Monday, November 30, 2015

NaNoWriMo 911: Insider Tips on Getting Published

According to Harlan Coben, “Let me back up a little and tell you why I prefer writing to real life: You can rewrite. A novel, for example, can be cleaned up, altered, trimmed, improved. Life, on the other hand, is one big messy rough draft.”

While it’s true that writing can be revised, editing your novel to perfection is anything but easy. Now that we’re midway through National Novel Writing Month, do you already have something worth showing the world, or have you not even begun to jot down a single word? Writing your masterpiece is extremely difficult—we can all agree with that. But thanks to an editing master class I attended last month during the Asia Pacific Writers and Translators conference that our home country hosted this year, I at least got a glimpse of how editing actually works.

Award-winning author Sally Breen held a writing workshop last October 24th titled “What Editors Want”, and the class was just that—an insider peek at the publishing landscape so that we can finally find out what exactly editors want. She shared a bunch of do’s and dont’s on how to get noticed and how to rise above the so-called slush pile, so without further ado, here are some insider editing tips that I’m totally sharing with all of you (free of charge!):

1.Looks matter.

Yes, even manuscripts have to look nice. The format of what you are submitting tells a lot about you and your work, so if you want to be taken seriously, get your act together and fix your formatting. A well-written piece with a professional font spells the difference between an amateur and someone an editor can actually work with.

2. First impressions last.

You should be able to capture your reader’s attention by the first line, or at least, by the end of your first page. Beginnings matter so much because this is where you set everything. The first line should be completely arresting, and in the first paragraph alone, something must already happen. Something must shift—do not wait to withhold information from your readers. As all successful authors will tell you, it’s imperative that you show and not tell. Do not explain things; instead, reveal them as things happen. “Don't use adjectives which merely tell us how you want us to feel about the thing you are describing,” says C.S. Lewis. “I mean, instead of telling us a thing was ‘terrible’, describe it so that we'll be terrified. Don't say it was ‘delightful’; make us say ‘delightful’ when we've read the description. You see, all those words (horrifying, wonderful, hideous, exquisite) are only like saying to your readers, ‘Please, will you do my job for me.’”

3. Exposition has to be well-placed.

Many writers fall into the trap of letting their main characters think to themselves too much. Don’t let your characters walk around explaining stuff. You don’t do that to yourself in real life, do you? Even descriptions need to feel natural and need to flow seamlessly, so don’t use redundant words. Be careful that your metaphors don’t distract the reader from the moment, and stay clear of rambling sentences especially in description. “Description is what makes the reader a sensory participant in the story. Good description is a learned skill, one of the prime reasons you cannot succeed unless you read a lot and write a lot. It's not just a question of how-to, you see; it's a question of how much to. Reading will help you answer how much, and only reams of writing will help you with the how. You can learn only by doing,” says Stephen King.

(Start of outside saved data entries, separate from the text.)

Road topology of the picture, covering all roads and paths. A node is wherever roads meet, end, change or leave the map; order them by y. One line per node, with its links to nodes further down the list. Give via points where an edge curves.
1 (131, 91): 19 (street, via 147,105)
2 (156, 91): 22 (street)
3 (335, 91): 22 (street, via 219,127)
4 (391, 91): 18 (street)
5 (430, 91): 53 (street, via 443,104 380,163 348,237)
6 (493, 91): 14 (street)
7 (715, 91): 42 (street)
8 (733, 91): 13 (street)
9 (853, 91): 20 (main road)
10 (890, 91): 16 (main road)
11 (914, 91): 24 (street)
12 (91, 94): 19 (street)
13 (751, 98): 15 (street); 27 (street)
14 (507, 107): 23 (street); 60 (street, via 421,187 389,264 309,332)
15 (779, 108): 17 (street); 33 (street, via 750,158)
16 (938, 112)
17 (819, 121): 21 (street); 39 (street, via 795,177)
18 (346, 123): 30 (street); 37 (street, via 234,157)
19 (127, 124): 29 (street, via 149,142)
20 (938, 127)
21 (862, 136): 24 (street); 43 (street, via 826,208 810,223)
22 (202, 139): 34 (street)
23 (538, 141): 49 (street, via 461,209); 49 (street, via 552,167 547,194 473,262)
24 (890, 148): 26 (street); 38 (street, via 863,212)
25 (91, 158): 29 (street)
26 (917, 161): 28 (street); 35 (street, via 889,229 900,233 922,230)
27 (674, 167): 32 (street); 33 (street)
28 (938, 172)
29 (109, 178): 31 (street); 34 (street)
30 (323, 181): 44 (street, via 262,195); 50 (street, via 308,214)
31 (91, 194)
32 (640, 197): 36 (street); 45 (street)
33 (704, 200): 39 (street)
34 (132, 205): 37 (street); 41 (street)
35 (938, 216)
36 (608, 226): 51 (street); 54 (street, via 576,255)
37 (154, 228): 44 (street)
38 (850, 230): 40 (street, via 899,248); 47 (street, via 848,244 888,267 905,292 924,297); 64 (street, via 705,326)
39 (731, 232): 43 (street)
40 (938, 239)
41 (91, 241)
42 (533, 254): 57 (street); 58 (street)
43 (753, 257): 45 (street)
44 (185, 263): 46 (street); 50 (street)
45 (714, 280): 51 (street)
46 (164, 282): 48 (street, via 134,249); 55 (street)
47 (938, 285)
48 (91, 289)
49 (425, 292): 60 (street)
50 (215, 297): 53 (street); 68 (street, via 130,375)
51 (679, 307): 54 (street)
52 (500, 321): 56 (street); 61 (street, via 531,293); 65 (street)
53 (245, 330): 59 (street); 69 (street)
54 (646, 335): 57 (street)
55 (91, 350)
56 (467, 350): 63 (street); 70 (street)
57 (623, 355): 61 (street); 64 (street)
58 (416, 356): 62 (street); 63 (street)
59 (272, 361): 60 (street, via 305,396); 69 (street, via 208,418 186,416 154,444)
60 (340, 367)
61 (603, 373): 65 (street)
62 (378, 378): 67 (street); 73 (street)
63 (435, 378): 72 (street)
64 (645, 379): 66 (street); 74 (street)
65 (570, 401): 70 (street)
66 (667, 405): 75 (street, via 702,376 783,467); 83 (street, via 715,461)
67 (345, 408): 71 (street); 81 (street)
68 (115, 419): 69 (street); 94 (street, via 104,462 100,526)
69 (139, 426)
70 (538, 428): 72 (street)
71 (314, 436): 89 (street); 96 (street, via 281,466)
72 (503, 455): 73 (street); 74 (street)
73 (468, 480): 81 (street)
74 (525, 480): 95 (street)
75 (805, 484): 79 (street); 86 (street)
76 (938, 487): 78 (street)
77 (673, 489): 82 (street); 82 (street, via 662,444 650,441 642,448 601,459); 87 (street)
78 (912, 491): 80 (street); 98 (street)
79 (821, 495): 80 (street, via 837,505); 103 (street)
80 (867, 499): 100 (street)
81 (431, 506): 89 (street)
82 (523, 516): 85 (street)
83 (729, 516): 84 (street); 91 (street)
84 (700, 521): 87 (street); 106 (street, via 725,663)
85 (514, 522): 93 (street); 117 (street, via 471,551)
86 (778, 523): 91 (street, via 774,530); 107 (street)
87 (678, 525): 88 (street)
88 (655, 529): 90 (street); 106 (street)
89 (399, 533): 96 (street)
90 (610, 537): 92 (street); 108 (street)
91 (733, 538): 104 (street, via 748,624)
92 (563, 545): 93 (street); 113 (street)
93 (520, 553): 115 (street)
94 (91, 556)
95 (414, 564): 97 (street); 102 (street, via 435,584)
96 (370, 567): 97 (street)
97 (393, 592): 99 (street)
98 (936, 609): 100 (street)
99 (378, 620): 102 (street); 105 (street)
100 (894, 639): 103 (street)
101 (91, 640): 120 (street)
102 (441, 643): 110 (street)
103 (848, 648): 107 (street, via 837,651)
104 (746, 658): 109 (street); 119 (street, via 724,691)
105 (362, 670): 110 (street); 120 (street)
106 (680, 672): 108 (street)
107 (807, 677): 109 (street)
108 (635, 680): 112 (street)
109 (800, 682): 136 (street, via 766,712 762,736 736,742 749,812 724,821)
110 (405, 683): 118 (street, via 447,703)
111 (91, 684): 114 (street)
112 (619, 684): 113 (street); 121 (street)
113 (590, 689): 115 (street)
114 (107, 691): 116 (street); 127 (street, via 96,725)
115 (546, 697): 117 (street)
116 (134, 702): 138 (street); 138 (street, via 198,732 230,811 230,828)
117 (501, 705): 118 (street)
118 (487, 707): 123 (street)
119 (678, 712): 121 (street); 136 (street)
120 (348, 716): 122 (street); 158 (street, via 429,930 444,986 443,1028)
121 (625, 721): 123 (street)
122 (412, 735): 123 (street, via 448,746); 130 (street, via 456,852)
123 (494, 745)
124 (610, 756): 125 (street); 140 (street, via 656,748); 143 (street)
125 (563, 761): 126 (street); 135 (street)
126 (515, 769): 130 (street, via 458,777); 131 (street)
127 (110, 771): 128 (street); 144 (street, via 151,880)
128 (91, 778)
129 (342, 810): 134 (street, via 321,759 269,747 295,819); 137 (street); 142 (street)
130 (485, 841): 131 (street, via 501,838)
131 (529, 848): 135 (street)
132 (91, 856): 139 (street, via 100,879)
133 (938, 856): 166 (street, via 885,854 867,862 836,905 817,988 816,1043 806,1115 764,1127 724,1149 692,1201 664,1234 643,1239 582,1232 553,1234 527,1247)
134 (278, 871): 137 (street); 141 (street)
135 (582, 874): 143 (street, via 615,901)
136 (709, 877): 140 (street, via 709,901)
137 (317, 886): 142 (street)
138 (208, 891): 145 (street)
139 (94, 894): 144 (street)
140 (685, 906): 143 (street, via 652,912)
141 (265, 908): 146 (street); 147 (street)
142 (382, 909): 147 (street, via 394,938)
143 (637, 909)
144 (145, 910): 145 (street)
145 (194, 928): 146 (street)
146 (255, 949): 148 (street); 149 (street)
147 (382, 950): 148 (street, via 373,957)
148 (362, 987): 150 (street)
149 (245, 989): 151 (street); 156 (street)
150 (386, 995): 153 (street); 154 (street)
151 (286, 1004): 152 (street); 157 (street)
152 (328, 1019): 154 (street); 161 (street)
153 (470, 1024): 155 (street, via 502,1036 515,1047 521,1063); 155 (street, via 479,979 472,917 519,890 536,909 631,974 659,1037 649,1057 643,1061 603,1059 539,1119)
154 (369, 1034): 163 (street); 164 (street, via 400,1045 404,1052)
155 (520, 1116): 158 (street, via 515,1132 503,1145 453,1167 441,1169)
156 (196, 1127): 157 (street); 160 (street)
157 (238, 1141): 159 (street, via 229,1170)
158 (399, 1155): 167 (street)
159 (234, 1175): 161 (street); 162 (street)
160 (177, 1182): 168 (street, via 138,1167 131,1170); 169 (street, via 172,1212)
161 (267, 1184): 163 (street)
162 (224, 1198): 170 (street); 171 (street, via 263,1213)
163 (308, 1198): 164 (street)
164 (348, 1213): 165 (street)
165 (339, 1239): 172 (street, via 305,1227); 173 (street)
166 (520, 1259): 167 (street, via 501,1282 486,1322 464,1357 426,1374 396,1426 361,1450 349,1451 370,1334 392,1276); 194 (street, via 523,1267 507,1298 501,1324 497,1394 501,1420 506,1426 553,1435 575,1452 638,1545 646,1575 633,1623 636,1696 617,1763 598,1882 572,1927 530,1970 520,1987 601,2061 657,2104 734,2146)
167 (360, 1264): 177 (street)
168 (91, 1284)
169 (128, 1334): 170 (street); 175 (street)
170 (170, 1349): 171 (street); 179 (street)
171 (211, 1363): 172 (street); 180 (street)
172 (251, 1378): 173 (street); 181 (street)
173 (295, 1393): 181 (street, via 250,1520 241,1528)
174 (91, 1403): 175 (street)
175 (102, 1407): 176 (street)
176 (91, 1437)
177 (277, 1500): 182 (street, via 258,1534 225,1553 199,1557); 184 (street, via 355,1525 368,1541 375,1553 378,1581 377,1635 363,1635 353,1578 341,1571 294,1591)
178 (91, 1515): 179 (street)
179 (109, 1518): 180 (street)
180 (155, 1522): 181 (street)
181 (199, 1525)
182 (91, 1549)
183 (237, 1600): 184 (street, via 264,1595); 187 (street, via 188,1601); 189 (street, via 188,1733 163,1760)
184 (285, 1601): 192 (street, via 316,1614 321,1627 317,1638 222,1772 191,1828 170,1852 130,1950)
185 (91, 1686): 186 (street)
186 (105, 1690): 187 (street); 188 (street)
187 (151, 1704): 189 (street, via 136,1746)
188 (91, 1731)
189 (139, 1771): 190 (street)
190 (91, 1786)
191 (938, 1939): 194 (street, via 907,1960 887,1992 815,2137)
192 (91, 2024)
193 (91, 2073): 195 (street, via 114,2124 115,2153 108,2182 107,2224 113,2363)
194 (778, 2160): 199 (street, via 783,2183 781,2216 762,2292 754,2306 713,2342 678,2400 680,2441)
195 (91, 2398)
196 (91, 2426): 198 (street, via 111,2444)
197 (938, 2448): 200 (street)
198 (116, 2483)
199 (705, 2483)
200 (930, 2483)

4. Transition without transitioning.

You know how scenes in a movie just move from one to the next? When you are writing your scenes, think like a director. Don’t transition between settings. Don’t transition between chapters. Just cut into it—this helps hold a reader’s attention all throughout a piece.

5. The voice of your character must stand out.

Your voice should never be pedestrian. Language flavor is essential to making sure your character is unique and not bland. Always remember to let your character talk his age—if he’s a rebellious teenager with a penchant for breaking the rules, let him talk like one. If she’s a gentle old lady with the mouth of an angel, then by all means, sanctify her and let her talk like she should. Description should also suit your character’s voice, even if he is not speaking. What are the things you would normally think about or say to yourself? Poor word choice makes a character inauthentic, and your reader will be able to catch that easily.

6. Your story should connect to the reader on a thematic level.

Every tale reveals a universal truth that all readers can relate to. Is it a classic struggle between good and evil? Is it all about the intricacies of falling in love? Or is it a coming-of-age story and the rite of passage every youth must go through to survive in the real world? Each novel is talking about who we are, and what you’re saying about the human condition. What do you want your reader to think and feel at the end?

7. Always have a contemporary connection.

Your piece should have a particular style or genre. Understand the industry and what other people have done previously, and contribute. For instance, speculative fiction is all the rage right now, but do you want to be just another wannabe author who writes Twilight fanfiction? What are you doing to advance the genre? Are you bringing something new to the table?

8. Just write.

When it’s all said and done, you will never have a manuscript to edit the heck out of if you don’t even begin to write your story in the first place. The anal editing will come later. For now, set those ideas free from the dusty confines of your head and write your story. Just keep writing until you come up with a solid piece, then edit. Brutally. After all, C.K. Webb said, “Edit your manuscript until your fingers bleed and you have memorized every last word. Then, when you are certain you are on the verge of insanity...edit one more time!”